Supercharge your health: The ultimate guide to anti-inflammatory foods

Inflammation is like an unruly guest at the body's party – essential in small doses but disastrous in excess. Chronic inflammation is the troublemaker behind many health woes, from heart disease to arthritis. But here's the kicker: nature has a secret weapon to combat it, and it's called anti-inflammatory foods. Let's get right to the punch and uncover what they are and how they can transform your health.

Here's the hit list:

Colourful fruits and vegetables: Think of them as nature's antioxidants – they quell inflammation like superheroes. Load up on berries, leafy greens, and anything with vibrant hues. These are naturally high in antioxidants like Vitamin E and C, along with many healthy plant chemicals.

Fatty Fish: Omega-3 fatty acids in fish like salmon and sardines are inflammation's kryptonite. They're your ticket to a healthier heart, pain relief and better brain health.

Nuts and Seeds: Almonds, walnuts, flaxseeds – they're packed with omega-3s, antioxidants and lots of vitamins and minerals.

Whole Grains: Swap out the refined grains for whole grains like quinoa and oats. Their fibre and nutrient content not only tame inflammation but also nurture our gut microbiome, a key player in immune function.

Spice It Up: Turmeric, ginger, garlic, cinnamon – they're not just for flavour. These spices have serious anti-inflammatory street cred.

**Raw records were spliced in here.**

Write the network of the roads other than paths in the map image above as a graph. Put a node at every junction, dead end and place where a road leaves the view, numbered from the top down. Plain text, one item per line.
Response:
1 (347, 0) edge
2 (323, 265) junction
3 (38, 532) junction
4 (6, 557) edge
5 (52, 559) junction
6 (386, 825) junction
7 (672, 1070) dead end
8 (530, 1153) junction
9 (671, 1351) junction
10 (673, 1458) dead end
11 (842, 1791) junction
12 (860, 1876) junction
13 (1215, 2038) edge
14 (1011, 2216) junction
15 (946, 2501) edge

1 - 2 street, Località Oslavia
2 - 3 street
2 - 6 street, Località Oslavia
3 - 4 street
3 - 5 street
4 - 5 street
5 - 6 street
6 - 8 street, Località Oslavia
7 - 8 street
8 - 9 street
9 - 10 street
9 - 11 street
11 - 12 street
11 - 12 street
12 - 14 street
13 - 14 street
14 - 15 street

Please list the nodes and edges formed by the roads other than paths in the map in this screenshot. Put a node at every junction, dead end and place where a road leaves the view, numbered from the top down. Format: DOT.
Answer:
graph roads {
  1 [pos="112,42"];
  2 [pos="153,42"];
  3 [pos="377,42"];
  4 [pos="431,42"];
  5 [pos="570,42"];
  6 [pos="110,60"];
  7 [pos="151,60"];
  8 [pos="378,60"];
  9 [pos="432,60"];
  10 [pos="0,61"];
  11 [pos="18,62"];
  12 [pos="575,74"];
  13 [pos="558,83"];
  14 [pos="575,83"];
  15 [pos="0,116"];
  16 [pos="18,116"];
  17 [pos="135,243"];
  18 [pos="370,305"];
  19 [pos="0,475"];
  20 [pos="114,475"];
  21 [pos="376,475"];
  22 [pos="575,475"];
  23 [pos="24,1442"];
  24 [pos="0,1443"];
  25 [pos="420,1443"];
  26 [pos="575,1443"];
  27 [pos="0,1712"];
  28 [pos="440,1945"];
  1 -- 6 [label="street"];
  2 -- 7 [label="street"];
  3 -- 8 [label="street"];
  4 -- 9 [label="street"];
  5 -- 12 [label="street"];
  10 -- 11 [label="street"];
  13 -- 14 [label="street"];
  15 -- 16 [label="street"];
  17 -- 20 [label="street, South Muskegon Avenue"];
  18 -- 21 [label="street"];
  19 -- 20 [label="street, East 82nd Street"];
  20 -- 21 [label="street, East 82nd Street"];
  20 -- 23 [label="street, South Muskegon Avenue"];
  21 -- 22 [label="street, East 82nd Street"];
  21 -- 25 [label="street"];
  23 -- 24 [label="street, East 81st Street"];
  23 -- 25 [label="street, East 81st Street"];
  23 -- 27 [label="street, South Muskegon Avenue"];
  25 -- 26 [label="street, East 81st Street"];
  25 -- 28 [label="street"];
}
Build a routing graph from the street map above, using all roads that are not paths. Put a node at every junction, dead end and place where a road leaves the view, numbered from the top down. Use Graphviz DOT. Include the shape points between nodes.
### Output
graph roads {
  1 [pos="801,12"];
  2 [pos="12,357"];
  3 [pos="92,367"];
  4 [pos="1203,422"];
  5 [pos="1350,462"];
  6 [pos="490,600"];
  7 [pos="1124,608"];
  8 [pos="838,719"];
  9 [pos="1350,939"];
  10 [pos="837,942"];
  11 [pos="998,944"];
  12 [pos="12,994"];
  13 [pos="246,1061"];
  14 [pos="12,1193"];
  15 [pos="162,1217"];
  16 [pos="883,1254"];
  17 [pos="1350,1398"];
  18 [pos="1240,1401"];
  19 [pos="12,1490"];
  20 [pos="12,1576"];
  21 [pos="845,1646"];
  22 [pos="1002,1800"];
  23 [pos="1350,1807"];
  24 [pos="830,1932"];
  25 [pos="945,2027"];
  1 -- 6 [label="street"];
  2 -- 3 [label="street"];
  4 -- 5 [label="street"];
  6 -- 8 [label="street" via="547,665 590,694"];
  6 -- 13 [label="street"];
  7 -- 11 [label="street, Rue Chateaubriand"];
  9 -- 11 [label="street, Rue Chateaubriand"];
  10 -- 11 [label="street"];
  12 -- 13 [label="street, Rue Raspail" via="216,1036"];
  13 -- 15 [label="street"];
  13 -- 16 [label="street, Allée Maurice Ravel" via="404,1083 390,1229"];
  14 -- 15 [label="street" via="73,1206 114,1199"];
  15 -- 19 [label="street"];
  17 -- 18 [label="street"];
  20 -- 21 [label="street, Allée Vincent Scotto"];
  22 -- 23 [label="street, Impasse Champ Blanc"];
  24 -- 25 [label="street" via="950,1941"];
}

Green Tea: Sip your way to a calmer immune system with green tea. It's rich in catechins, inflammation's nemesis.

Olive Oil: Extra virgin olive oil isn't just for salads; it's a secret weapon against inflammation, thanks to its monounsaturated fats and antioxidant properties.

 

Incorporating the Good Stuff:

No need for culinary acrobatics. Here's how to put anti-inflammatory foods on your plate:

- Swap out the processed stuff for whole grains.

- Snack smart with nuts and seeds.

- Dive into a rainbow of fruits and veggies. Try to aim to add colour at every meal

- Spice up your meals with anti-inflammatory herbs and spices.

- Sip on green tea and drizzle olive oil with gusto.

- Make fish, especially fatty options, a weekly star

Excluding the not so good stuff:

Whilst it is incredibly important to try and include the above foods into our diet, it is considered even more important to reduce or eliminate the not so good stuff in our diet:

- High sugar foods and drinks

- High saturated fat foods such as; pies, pastry, fat on meat, skin on chicken, fried foods and high fat dairy

- Excessive alcohol and caffeine

All in all, you don’t have to be perfect, focus on reducing some of the ‘not so good stuff’, increasing the ‘good stuff’ and getting your body moving and you’ll be well on your way to running on all 8 cylinders in no time.